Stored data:
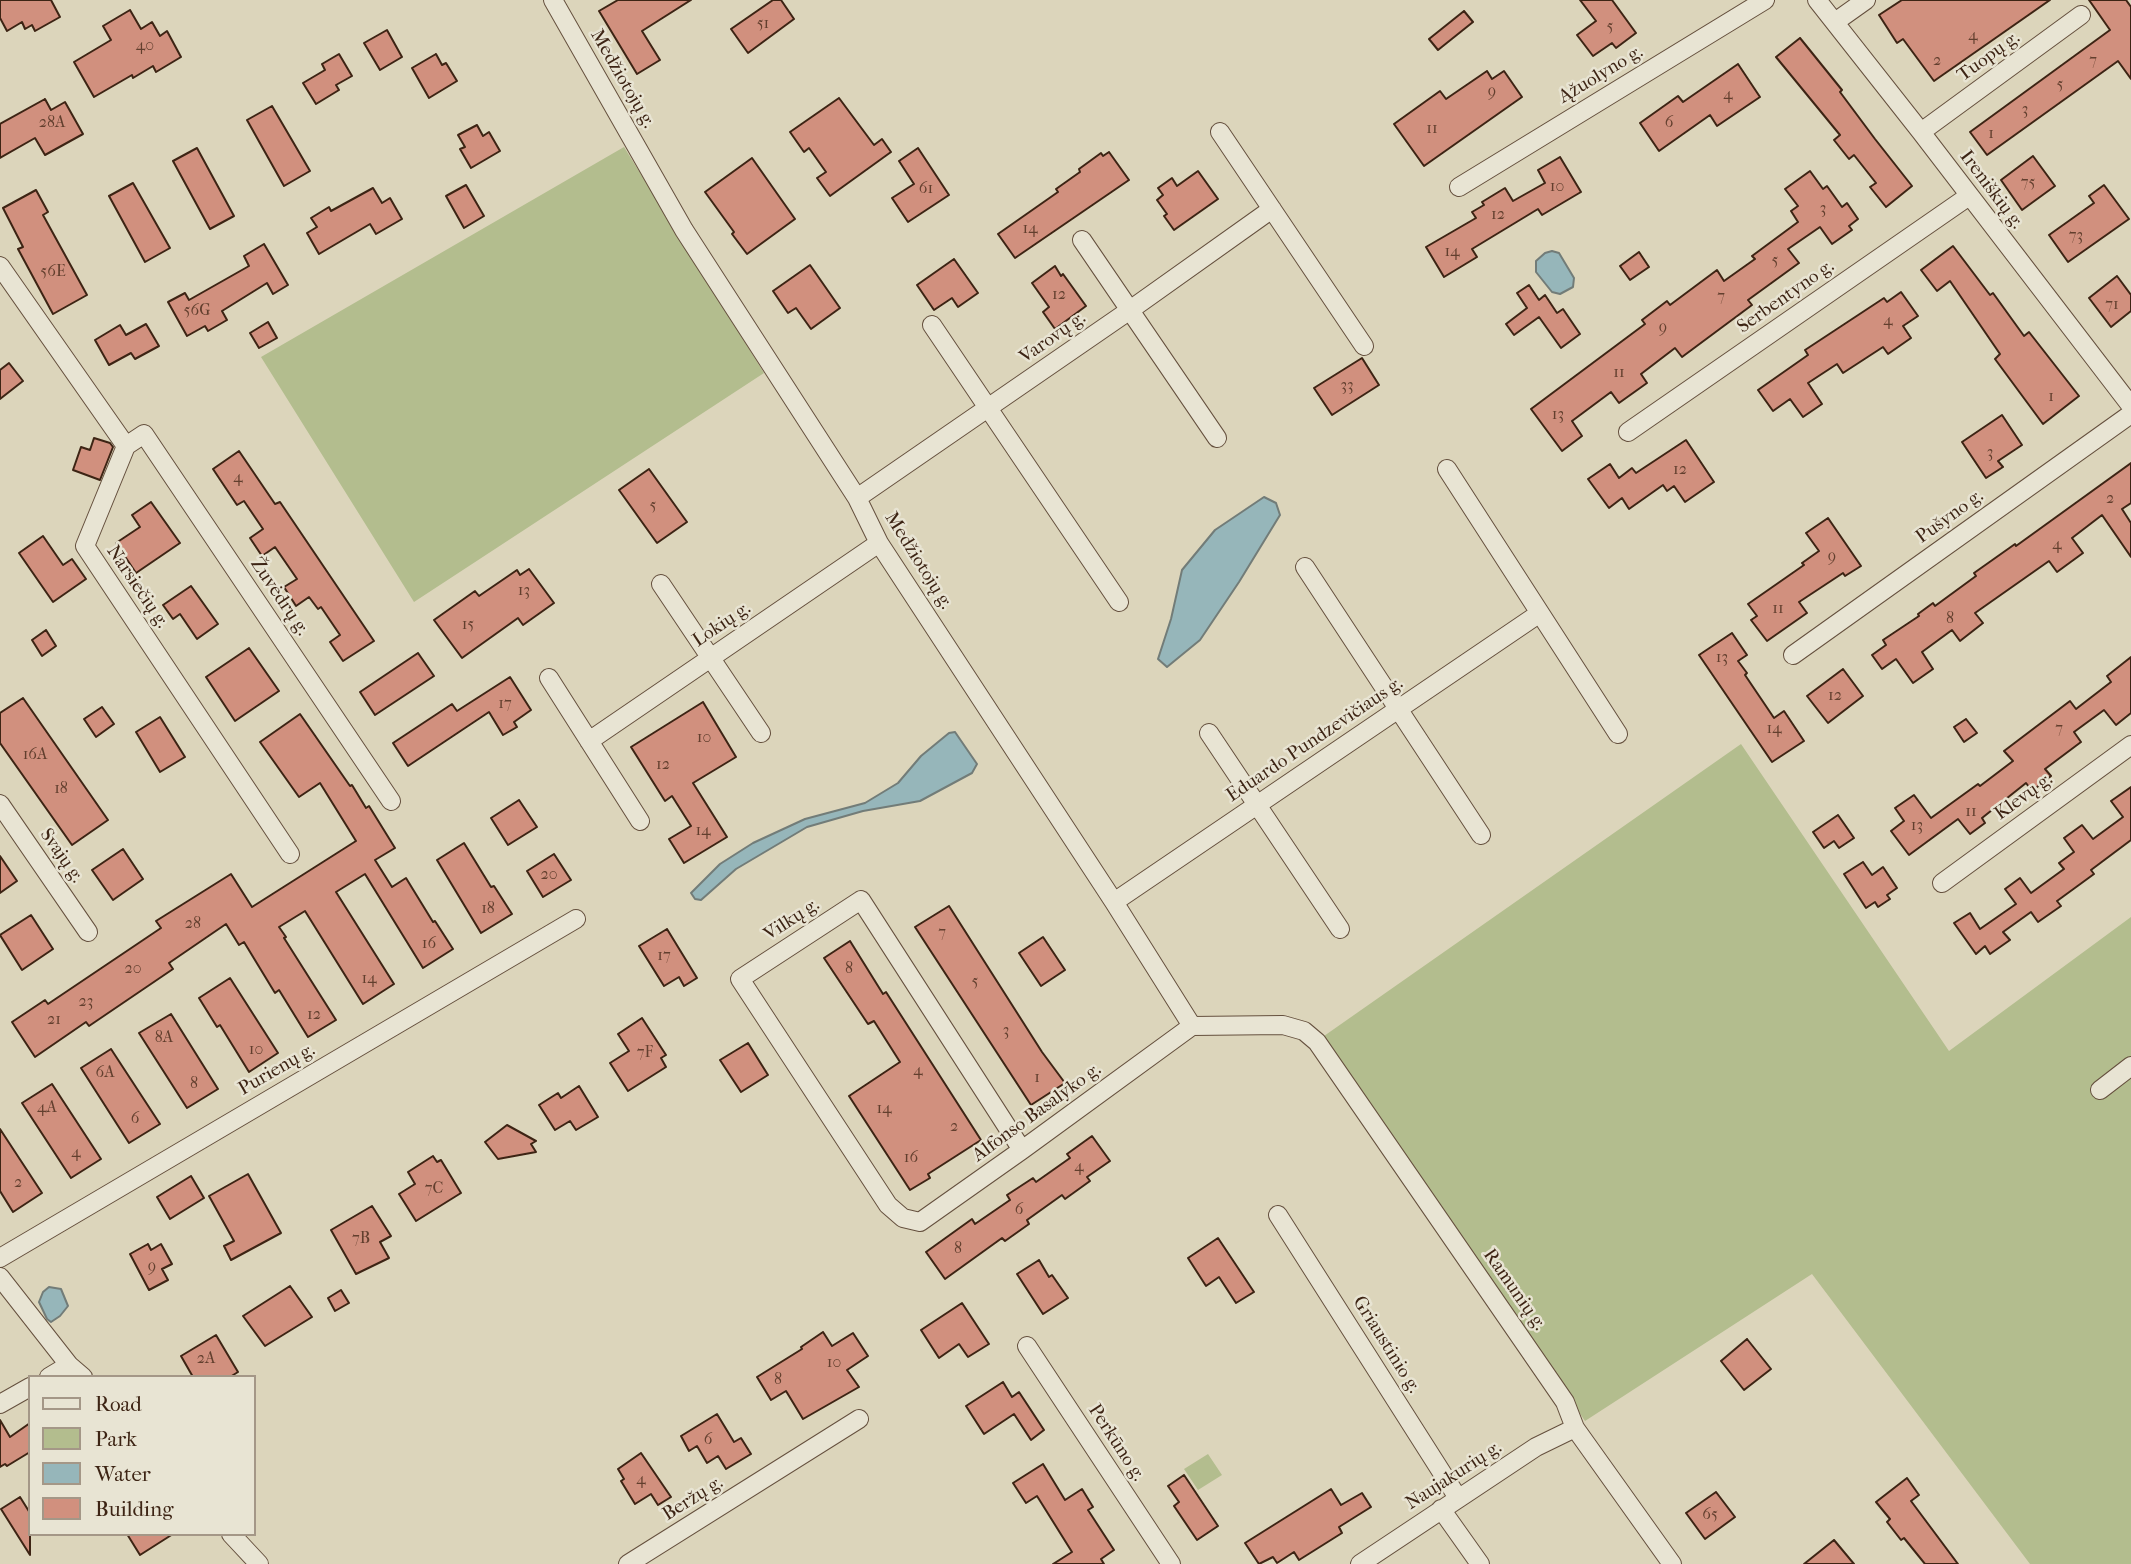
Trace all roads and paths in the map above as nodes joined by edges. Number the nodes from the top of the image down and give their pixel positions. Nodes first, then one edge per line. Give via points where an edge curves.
1 (575, 0) edge
2 (1765, 0) edge
3 (1817, 0) edge
4 (1866, 0) edge
5 (556, 5) edge
6 (2081, 15) dead end
7 (1835, 22) junction
8 (1220, 132) dead end
9 (1922, 132) junction
10 (1458, 187) dead end
11 (1969, 195) junction
12 (1272, 209) junction
13 (1082, 240) dead end
14 (0, 266) edge
15 (1130, 310) junction
16 (932, 325) dead end
17 (1364, 346) dead end
18 (2131, 406) edge
19 (988, 408) junction
20 (2131, 414) edge
21 (1628, 432) dead end
22 (1217, 438) dead end
23 (126, 446) junction
24 (1447, 469) dead end
25 (857, 498) junction
26 (879, 544) junction
27 (1304, 566) dead end
28 (661, 584) dead end
29 (1119, 603) dead end
30 (1540, 613) junction
31 (1793, 655) dead end
32 (710, 658) junction
33 (550, 678) dead end
34 (1398, 709) junction
35 (761, 733) dead end
36 (1209, 733) dead end
37 (1618, 734) dead end
38 (589, 741) junction
39 (2131, 745) edge
40 (391, 802) dead end
41 (0, 804) edge
42 (1257, 805) junction
43 (640, 821) dead end
44 (1481, 835) dead end
45 (290, 854) dead end
46 (1942, 883) dead end
47 (1114, 902) junction
48 (576, 919) dead end
49 (1340, 929) dead end
50 (88, 932) dead end
51 (1192, 1027) junction
52 (2131, 1066) edge
53 (2100, 1090) dead end
54 (1022, 1150) junction
55 (1278, 1215) dead end
56 (903, 1218) joint
57 (0, 1258) edge
58 (0, 1277) edge
59 (1027, 1346) dead end
60 (76, 1371) edge
61 (58, 1375) edge
62 (28, 1388) edge
63 (0, 1404) edge
64 (859, 1419) dead end
65 (1575, 1428) junction
66 (1458, 1498) junction
67 (1441, 1509) junction
68 (233, 1536) edge
69 (259, 1564) edge
70 (628, 1564) edge
71 (1171, 1564) edge
72 (1360, 1564) edge
73 (1480, 1564) edge
74 (1672, 1564) edge

1 - 5 street
2 - 10 street, Ąžuolyno g.
3 - 7 street, Ireniškių g.
4 - 7 street
5 - 25 street, Medžiotojų g. via 684,230
6 - 9 street, Tuopų g.
7 - 9 street, Ireniškių g.
8 - 12 street
9 - 11 street, Ireniškių g.
11 - 18 street, Ireniškių g.
11 - 21 street, Serbentyno g.
12 - 15 street, Varovų g.
12 - 17 street
13 - 15 street
14 - 23 street
15 - 19 street, Varovų g.
15 - 22 street
16 - 19 street
19 - 25 street, Varovų g.
19 - 29 street
20 - 31 street, Pušyno g.
23 - 40 street, Žuvėdrų g. via 144,434
23 - 45 street, Narsiečių g. via 85,546
24 - 30 street
25 - 26 street, Medžiotojų g.
26 - 32 street, Lokių g.
26 - 47 street, Medžiotojų g.
27 - 34 street
28 - 32 street
30 - 34 street, Eduardo Pundzevičiaus g.
30 - 37 street
32 - 35 street
32 - 38 street, Lokių g.
33 - 38 street
34 - 42 street, Eduardo Pundzevičiaus g.
34 - 44 street
36 - 42 street
38 - 43 street
39 - 46 street, Klevų g.
41 - 50 street, Svajų g.
42 - 47 street, Eduardo Pundzevičiaus g.
42 - 49 street
47 - 51 street, Medžiotojų g.
48 - 57 street, Purienų g.
51 - 54 street, Alfonso Basalyko g.
51 - 65 street, Ramunių g. via 1283,1025 1304,1031 1317,1042 1565,1402
52 - 53 street
54 - 56 street, Alfonso Basalyko g. via 920,1222
54 - 56 street, Vilkų g. via 861,901 740,979 888,1205
55 - 66 street, Griaustinio g.
58 - 60 street
59 - 71 street, Perkūno g.
60 - 61 street
62 - 63 street
64 - 70 street, Beržų g.
65 - 66 street, Naujakurių g. via 1536,1447
65 - 74 street, Ramunių g.
66 - 67 street, Naujakurių g.
67 - 72 street, Naujakurių g.
67 - 73 street
68 - 69 street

**Task item:**
Please repeat every record exactly as it stands, leaving out any pictures.

**Written answer:**
Trace all roads and paths in the map above as nodes joined by edges. Number the nodes from the top of the image down and give their pixel positions. Nodes first, then one edge per line. Give via points where an edge curves.
1 (575, 0) edge
2 (1765, 0) edge
3 (1817, 0) edge
4 (1866, 0) edge
5 (556, 5) edge
6 (2081, 15) dead end
7 (1835, 22) junction
8 (1220, 132) dead end
9 (1922, 132) junction
10 (1458, 187) dead end
11 (1969, 195) junction
12 (1272, 209) junction
13 (1082, 240) dead end
14 (0, 266) edge
15 (1130, 310) junction
16 (932, 325) dead end
17 (1364, 346) dead end
18 (2131, 406) edge
19 (988, 408) junction
20 (2131, 414) edge
21 (1628, 432) dead end
22 (1217, 438) dead end
23 (126, 446) junction
24 (1447, 469) dead end
25 (857, 498) junction
26 (879, 544) junction
27 (1304, 566) dead end
28 (661, 584) dead end
29 (1119, 603) dead end
30 (1540, 613) junction
31 (1793, 655) dead end
32 (710, 658) junction
33 (550, 678) dead end
34 (1398, 709) junction
35 (761, 733) dead end
36 (1209, 733) dead end
37 (1618, 734) dead end
38 (589, 741) junction
39 (2131, 745) edge
40 (391, 802) dead end
41 (0, 804) edge
42 (1257, 805) junction
43 (640, 821) dead end
44 (1481, 835) dead end
45 (290, 854) dead end
46 (1942, 883) dead end
47 (1114, 902) junction
48 (576, 919) dead end
49 (1340, 929) dead end
50 (88, 932) dead end
51 (1192, 1027) junction
52 (2131, 1066) edge
53 (2100, 1090) dead end
54 (1022, 1150) junction
55 (1278, 1215) dead end
56 (903, 1218) joint
57 (0, 1258) edge
58 (0, 1277) edge
59 (1027, 1346) dead end
60 (76, 1371) edge
61 (58, 1375) edge
62 (28, 1388) edge
63 (0, 1404) edge
64 (859, 1419) dead end
65 (1575, 1428) junction
66 (1458, 1498) junction
67 (1441, 1509) junction
68 (233, 1536) edge
69 (259, 1564) edge
70 (628, 1564) edge
71 (1171, 1564) edge
72 (1360, 1564) edge
73 (1480, 1564) edge
74 (1672, 1564) edge

1 - 5 street
2 - 10 street, Ąžuolyno g.
3 - 7 street, Ireniškių g.
4 - 7 street
5 - 25 street, Medžiotojų g. via 684,230
6 - 9 street, Tuopų g.
7 - 9 street, Ireniškių g.
8 - 12 street
9 - 11 street, Ireniškių g.
11 - 18 street, Ireniškių g.
11 - 21 street, Serbentyno g.
12 - 15 street, Varovų g.
12 - 17 street
13 - 15 street
14 - 23 street
15 - 19 street, Varovų g.
15 - 22 street
16 - 19 street
19 - 25 street, Varovų g.
19 - 29 street
20 - 31 street, Pušyno g.
23 - 40 street, Žuvėdrų g. via 144,434
23 - 45 street, Narsiečių g. via 85,546
24 - 30 street
25 - 26 street, Medžiotojų g.
26 - 32 street, Lokių g.
26 - 47 street, Medžiotojų g.
27 - 34 street
28 - 32 street
30 - 34 street, Eduardo Pundzevičiaus g.
30 - 37 street
32 - 35 street
32 - 38 street, Lokių g.
33 - 38 street
34 - 42 street, Eduardo Pundzevičiaus g.
34 - 44 street
36 - 42 street
38 - 43 street
39 - 46 street, Klevų g.
41 - 50 street, Svajų g.
42 - 47 street, Eduardo Pundzevičiaus g.
42 - 49 street
47 - 51 street, Medžiotojų g.
48 - 57 street, Purienų g.
51 - 54 street, Alfonso Basalyko g.
51 - 65 street, Ramunių g. via 1283,1025 1304,1031 1317,1042 1565,1402
52 - 53 street
54 - 56 street, Alfonso Basalyko g. via 920,1222
54 - 56 street, Vilkų g. via 861,901 740,979 888,1205
55 - 66 street, Griaustinio g.
58 - 60 street
59 - 71 street, Perkūno g.
60 - 61 street
62 - 63 street
64 - 70 street, Beržų g.
65 - 66 street, Naujakurių g. via 1536,1447
65 - 74 street, Ramunių g.
66 - 67 street, Naujakurių g.
67 - 72 street, Naujakurių g.
67 - 73 street
68 - 69 street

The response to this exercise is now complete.